Wikiotics is a website for learning a foreign language.
The Wikiotics project was founded in 2008 with the goal of creating a freely licensed wiki where people could collaborate on materials for language learners. As part of this, we built a wiki engine called Ductus, which provided a framework for building interactive wiki pages from structured content, editable from the web browser. In 2011, Wikiotics joined forces with the WikiBabel project, a project with a similar vision and whose developer went on to contribute signficantly to Wikiotics. A few years later, we lost interest in maintaining Ductus and became occupied with other activities.
As of July 2020, Wikiotics has been transitioned to a static site. While it was a wiki, wikiotics.org received contributions from 62 logged-in users, as well as anonymous users identified only by their ip address. There were a total of 4064 such contributions, each of which has a corresponding commit in this repository (pull request #4). This repository is designed to serve as a working archive of the community's work. Development of new content is also possible, given sufficient interest.
The content is a bit of a mess, as might be expected from a repository that was editable by anyone in the world, without moderation. On top of that, the only real way to see a working draft of a lesson was to save it to the wiki.
The first step forward is to clean up the content. Lessons and pages that are not useful should be deleted. (They will remain in git history if we ever want to reference them.) Any lesson in progress that is not yet useful can be marked with draft = true
and thus hidden from the main website build. When multiple copies of the same content are consolidated, an alias should be left at any old location(s), as we have long followed the principle that cool URIs don't change.
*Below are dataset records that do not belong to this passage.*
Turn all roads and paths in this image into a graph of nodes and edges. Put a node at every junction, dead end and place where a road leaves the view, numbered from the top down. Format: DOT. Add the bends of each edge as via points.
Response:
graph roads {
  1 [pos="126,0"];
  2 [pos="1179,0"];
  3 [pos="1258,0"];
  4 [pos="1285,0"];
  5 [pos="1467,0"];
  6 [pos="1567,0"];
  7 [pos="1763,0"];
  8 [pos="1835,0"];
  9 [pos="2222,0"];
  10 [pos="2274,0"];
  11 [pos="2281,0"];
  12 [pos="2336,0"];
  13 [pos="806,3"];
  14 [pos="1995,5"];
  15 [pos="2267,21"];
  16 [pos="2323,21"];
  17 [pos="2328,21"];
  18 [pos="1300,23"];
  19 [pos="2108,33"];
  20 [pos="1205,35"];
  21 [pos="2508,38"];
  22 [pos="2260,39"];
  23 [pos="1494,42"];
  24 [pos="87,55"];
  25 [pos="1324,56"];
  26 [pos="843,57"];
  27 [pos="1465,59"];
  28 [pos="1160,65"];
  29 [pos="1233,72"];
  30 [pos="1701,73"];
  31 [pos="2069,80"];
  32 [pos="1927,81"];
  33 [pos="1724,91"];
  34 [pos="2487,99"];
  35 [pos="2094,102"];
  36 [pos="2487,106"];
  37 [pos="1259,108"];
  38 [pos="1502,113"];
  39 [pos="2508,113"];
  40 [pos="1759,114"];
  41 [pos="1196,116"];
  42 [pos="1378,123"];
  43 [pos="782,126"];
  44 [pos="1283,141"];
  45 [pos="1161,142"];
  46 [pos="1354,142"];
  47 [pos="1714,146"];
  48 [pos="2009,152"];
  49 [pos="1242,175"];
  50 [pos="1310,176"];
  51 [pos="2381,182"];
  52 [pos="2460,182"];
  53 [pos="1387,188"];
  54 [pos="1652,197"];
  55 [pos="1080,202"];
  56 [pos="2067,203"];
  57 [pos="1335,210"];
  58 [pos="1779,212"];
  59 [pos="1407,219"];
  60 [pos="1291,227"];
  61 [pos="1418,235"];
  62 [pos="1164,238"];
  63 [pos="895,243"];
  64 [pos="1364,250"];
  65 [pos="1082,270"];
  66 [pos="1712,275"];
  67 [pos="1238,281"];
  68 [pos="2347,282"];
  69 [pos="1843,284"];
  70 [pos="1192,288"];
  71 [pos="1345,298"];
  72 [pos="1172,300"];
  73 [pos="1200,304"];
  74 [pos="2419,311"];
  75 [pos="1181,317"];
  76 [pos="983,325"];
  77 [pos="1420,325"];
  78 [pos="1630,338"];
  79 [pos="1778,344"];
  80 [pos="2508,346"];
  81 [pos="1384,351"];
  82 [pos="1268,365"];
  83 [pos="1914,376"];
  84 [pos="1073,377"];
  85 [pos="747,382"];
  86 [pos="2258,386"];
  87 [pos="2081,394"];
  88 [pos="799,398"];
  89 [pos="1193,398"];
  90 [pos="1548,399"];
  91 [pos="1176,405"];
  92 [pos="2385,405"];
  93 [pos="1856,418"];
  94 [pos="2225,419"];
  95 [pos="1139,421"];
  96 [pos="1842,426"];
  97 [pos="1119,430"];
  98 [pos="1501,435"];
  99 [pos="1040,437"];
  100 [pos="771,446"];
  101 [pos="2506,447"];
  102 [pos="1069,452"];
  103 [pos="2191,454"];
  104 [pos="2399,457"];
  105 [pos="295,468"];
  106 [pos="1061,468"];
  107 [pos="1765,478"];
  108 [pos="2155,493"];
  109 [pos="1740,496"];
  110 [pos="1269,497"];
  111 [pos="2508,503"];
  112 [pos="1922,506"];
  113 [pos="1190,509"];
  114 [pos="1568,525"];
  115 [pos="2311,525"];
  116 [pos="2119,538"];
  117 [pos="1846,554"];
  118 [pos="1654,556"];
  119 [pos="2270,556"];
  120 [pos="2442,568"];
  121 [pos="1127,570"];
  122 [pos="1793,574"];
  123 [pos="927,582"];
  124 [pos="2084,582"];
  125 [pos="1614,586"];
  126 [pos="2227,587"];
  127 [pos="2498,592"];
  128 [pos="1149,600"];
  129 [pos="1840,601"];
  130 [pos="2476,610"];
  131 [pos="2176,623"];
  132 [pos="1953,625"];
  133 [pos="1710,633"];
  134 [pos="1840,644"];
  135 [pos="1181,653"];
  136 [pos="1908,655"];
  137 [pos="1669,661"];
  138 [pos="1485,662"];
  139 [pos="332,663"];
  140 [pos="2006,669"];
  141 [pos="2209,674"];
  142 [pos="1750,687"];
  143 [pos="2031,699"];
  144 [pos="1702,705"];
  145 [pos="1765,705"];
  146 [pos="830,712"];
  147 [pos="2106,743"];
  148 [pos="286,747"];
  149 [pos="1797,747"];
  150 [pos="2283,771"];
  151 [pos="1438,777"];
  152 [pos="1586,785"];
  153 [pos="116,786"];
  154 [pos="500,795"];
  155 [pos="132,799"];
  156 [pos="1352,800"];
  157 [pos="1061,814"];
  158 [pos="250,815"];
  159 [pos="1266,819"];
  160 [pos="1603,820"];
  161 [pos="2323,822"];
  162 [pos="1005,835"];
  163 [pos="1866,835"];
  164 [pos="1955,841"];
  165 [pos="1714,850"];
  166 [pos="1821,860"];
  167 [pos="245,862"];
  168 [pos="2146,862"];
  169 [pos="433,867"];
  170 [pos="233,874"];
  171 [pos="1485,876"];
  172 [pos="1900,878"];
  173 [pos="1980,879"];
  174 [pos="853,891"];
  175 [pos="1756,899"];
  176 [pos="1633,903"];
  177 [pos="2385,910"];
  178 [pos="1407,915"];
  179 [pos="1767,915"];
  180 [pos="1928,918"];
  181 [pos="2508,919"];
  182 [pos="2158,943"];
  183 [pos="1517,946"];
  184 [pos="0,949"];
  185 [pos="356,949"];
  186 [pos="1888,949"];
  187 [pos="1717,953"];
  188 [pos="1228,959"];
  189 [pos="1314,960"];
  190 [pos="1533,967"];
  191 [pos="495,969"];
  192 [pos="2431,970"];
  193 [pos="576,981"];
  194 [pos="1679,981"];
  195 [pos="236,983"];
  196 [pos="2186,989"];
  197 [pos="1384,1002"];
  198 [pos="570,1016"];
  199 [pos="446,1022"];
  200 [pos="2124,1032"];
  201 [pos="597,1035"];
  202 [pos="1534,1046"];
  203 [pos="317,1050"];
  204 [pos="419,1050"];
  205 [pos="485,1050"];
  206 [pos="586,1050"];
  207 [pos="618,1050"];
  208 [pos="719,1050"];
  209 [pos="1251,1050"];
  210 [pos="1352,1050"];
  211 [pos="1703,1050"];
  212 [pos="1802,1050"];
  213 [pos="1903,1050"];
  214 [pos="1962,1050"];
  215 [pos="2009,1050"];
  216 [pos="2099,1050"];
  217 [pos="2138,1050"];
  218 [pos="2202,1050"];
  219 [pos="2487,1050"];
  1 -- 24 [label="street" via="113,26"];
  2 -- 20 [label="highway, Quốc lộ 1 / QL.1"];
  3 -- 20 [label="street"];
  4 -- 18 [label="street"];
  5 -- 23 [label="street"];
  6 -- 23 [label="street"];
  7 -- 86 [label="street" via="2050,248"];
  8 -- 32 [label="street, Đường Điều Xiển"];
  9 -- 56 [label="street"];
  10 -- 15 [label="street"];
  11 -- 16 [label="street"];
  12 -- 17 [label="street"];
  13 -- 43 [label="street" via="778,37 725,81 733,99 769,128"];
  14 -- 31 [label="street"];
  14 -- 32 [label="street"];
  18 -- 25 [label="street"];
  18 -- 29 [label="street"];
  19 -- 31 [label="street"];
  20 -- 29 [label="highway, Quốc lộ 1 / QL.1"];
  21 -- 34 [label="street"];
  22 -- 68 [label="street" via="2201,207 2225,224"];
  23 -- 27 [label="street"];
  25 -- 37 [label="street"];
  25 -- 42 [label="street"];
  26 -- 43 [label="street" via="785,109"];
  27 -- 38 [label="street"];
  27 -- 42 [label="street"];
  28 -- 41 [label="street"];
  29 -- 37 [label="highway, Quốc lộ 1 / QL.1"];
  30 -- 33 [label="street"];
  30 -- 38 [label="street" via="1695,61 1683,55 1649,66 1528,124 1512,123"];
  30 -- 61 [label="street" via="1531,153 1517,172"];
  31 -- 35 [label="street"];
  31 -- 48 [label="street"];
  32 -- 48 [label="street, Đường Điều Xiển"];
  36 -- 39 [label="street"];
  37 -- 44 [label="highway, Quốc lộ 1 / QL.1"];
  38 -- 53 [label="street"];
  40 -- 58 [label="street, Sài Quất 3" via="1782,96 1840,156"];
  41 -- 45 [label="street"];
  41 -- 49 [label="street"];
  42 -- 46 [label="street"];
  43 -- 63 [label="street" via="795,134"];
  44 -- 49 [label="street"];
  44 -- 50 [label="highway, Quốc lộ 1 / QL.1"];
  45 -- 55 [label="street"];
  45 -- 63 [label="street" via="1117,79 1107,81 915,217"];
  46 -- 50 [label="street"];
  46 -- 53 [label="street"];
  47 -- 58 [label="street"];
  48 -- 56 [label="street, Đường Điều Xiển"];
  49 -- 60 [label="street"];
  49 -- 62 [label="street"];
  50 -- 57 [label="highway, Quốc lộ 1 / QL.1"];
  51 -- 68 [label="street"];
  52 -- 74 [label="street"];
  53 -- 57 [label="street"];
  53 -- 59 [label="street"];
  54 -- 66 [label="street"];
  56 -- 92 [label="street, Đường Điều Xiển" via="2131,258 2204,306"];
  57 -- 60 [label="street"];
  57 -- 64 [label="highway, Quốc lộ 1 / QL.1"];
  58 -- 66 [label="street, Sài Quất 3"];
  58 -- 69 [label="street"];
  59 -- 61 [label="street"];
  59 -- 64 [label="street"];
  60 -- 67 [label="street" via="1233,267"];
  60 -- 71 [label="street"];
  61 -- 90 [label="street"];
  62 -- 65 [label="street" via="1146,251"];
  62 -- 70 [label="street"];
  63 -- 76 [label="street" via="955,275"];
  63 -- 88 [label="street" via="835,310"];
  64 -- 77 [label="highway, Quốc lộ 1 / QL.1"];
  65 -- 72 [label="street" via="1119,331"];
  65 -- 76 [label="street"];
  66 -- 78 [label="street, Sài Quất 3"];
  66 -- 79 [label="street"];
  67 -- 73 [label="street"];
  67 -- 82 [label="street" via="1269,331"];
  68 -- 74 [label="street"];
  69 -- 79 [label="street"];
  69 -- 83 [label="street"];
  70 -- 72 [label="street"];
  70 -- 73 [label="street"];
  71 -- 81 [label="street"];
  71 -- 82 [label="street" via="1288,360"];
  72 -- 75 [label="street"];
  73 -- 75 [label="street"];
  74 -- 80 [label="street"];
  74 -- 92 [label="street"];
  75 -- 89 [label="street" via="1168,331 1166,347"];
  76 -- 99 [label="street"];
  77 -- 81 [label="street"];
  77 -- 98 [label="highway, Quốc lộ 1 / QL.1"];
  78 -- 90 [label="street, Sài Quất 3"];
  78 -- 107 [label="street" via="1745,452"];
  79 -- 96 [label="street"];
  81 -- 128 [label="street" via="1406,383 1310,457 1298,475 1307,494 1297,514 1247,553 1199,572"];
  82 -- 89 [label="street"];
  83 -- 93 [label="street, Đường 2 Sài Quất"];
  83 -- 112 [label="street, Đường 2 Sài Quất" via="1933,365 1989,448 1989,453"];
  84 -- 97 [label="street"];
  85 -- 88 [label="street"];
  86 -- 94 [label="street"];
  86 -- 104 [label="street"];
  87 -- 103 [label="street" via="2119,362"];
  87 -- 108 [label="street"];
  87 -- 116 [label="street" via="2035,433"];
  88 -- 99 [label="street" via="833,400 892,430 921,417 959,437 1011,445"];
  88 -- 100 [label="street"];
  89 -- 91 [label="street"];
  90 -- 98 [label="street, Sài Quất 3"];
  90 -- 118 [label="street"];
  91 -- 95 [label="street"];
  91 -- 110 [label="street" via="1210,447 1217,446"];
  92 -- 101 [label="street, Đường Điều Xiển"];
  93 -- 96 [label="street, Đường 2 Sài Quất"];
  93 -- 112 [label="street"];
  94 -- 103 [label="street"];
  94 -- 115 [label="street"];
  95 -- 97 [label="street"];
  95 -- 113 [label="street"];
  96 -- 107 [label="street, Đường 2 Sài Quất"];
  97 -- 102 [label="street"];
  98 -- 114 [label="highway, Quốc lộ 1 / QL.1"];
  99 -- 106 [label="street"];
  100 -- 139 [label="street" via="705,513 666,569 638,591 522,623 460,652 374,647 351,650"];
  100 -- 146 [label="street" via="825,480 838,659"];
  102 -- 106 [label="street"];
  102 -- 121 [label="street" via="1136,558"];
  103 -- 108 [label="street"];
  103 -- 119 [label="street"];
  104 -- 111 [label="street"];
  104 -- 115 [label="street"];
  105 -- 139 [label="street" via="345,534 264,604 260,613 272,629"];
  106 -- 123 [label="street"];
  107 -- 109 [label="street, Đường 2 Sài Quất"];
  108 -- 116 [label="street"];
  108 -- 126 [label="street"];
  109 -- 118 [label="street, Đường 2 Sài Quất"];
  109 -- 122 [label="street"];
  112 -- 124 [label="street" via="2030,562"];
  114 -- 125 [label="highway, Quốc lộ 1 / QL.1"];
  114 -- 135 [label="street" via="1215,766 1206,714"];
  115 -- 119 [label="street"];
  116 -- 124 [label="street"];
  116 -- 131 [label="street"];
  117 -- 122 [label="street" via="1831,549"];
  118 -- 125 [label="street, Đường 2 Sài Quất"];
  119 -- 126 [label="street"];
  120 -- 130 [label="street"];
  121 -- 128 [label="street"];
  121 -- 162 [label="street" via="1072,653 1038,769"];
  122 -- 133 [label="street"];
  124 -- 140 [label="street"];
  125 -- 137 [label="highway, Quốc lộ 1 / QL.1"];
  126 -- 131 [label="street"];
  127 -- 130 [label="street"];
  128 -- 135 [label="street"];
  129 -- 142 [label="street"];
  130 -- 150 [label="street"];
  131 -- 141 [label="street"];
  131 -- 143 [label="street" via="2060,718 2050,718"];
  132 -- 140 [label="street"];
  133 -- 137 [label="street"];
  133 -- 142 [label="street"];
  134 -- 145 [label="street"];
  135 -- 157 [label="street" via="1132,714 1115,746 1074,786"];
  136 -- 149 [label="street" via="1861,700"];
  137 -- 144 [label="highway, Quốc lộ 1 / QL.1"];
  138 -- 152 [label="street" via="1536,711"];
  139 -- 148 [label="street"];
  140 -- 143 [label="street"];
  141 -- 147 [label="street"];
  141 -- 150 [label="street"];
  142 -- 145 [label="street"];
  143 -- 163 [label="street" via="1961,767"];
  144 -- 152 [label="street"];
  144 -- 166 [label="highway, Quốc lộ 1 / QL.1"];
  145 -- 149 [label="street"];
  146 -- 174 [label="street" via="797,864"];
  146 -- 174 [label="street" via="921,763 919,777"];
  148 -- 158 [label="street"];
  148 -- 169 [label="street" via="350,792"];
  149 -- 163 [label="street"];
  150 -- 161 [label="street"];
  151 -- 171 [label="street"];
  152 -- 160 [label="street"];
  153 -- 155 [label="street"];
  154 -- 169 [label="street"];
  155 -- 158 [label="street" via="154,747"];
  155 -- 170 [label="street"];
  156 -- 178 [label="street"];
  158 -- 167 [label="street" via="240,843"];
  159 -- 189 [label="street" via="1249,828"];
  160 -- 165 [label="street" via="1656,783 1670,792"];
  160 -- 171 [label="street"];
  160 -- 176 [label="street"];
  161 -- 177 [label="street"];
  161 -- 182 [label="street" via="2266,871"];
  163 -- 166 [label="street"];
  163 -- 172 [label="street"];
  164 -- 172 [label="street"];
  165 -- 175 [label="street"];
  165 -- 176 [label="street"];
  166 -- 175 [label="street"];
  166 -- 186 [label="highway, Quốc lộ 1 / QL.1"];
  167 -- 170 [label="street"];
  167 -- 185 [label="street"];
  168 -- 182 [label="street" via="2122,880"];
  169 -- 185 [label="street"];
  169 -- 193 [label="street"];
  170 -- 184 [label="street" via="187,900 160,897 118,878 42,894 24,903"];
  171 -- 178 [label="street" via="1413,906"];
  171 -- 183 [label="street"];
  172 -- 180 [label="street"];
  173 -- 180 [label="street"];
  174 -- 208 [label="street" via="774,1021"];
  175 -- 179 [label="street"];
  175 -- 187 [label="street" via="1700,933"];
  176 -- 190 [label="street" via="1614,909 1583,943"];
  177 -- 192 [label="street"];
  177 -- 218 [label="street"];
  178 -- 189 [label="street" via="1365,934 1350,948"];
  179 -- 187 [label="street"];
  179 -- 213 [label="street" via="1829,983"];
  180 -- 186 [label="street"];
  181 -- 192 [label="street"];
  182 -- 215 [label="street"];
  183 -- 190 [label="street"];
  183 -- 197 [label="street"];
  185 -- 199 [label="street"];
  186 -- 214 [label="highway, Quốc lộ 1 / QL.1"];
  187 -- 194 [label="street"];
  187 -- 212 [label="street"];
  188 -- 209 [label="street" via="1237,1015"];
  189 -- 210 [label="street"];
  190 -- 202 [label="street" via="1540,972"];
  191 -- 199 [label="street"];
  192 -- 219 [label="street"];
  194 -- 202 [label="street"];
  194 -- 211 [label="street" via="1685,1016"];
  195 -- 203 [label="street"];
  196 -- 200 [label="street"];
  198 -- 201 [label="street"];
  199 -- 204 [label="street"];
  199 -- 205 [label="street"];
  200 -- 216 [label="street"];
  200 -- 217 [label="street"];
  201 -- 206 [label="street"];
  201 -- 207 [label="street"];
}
Anyone who contributed to the wiki and has an account on GitHub can claim their contributions by submitting a pull request that adds an appropriate entry to the .mailmap
file in this repository. This entry should map [email protected]
to an email address associated with the person's GitHub account (or, alternatively, the address [email protected]
).
Claiming contributions in this way will mean that the user's profile is linked in the GitHub history of any page the person contributed to (example here). Unfortunately, at the moment, it seems that the contributions graph does not consider the .mailmap
file. This is inconsistent with a report on Stack Overflow but is likely related to this discussion on GitHub's Discourse instance. Interestingly, the FastHub-Libre app displays the contributions graph correctly, in its entirety.
Wikiotics is now a static site built with Hugo. The following steps allow one to edit it locally:
-
On Ubuntu, this is as simple as
$ sudo snap install hugo --channel=extended
Right now, the "extended" version is not necessary, but we may experiment with its features in the future.
-
Clone this repository:
$ git clone https://github.com/wikiotics/wikiotics.org.git
-
Start the Hugo development server and point a web browser to the provided URL:
$ cd wikiotics.org $ hugo server [...] Web Server is available at http://localhost:1313/ (bind address 127.0.0.1) Press Ctrl+C to stop
The content is in the content/
directory. Upon saving any content file, the web browser should refresh automatically with the updated content.
Each lesson is represented entirely by TOML front matter, which is contained between lines which say +++
. When editing a lesson, one tip is to temporarily set grid = true
in its front matter, which will display the lesson's elements as a spreadsheet. This can be useful to obtain a global view of the lesson. Lessons for which draft = true
will also be displayed as a grid (that is, if drafts are enabled).
Each lesson can be annotated with the language it teaches and, if applicable, the language it assumes the learner knows by setting target-languages
and/or source-languages
in the lesson's front matter, following the standard definitions of these terms. Behind the scenes, these annotations are instances of Hugo taxonomies.
The wiki naming scheme (for URLs/routes) is under discussion in #12. We also plan to document (#9) and improve (#10) the TOML data structures for lessons.
The highest priority at the moment is improving presentation of the site archive.
Adding new lesson media would currently involve coordinating changes with with the wikiotics media repository. There are two alternatives under consideration: git large file storage and ipfs (details in #15).
All content (i.e., everything in the content/
directory, recursively) is licensed under the Creative Commons Attribution-ShareAlike 3.0 license. Some of the lesson media (referenced but not included in this repository) is available under a different (but free) Creative Commons license. Everything else (e.g., all code) is available under the GNU General Public License version 3 or any later version. Some of the libraries in {assets,static}/ductus/
are available under more permissive licenses.
We like to keep things simple, following years of having a rather complicated technology stack. (Even before, we managed to avoid many of the excesses of modern frontend development.) Keeping things simple helps to maximize the bus factor and minimize time spent maintaining the site. There should be no or few moving parts, and ideally no server to maintain.
We build upon the following pieces of technology to help meet our goals:
- Hugo static site generator. It is known for allowing the creator to get quick visual feedback while building content. It moves relatively slowly, and is in an ecosystem that moves especially slowly. Every page at wikiotics.org is built by Hugo. Each lesson is a Markdown file which consists only of the lesson data structure as TOML front matter.
- Tachyons CSS framework helps to keep the development process simple.
- jQuery 1.x is about as stable as it gets.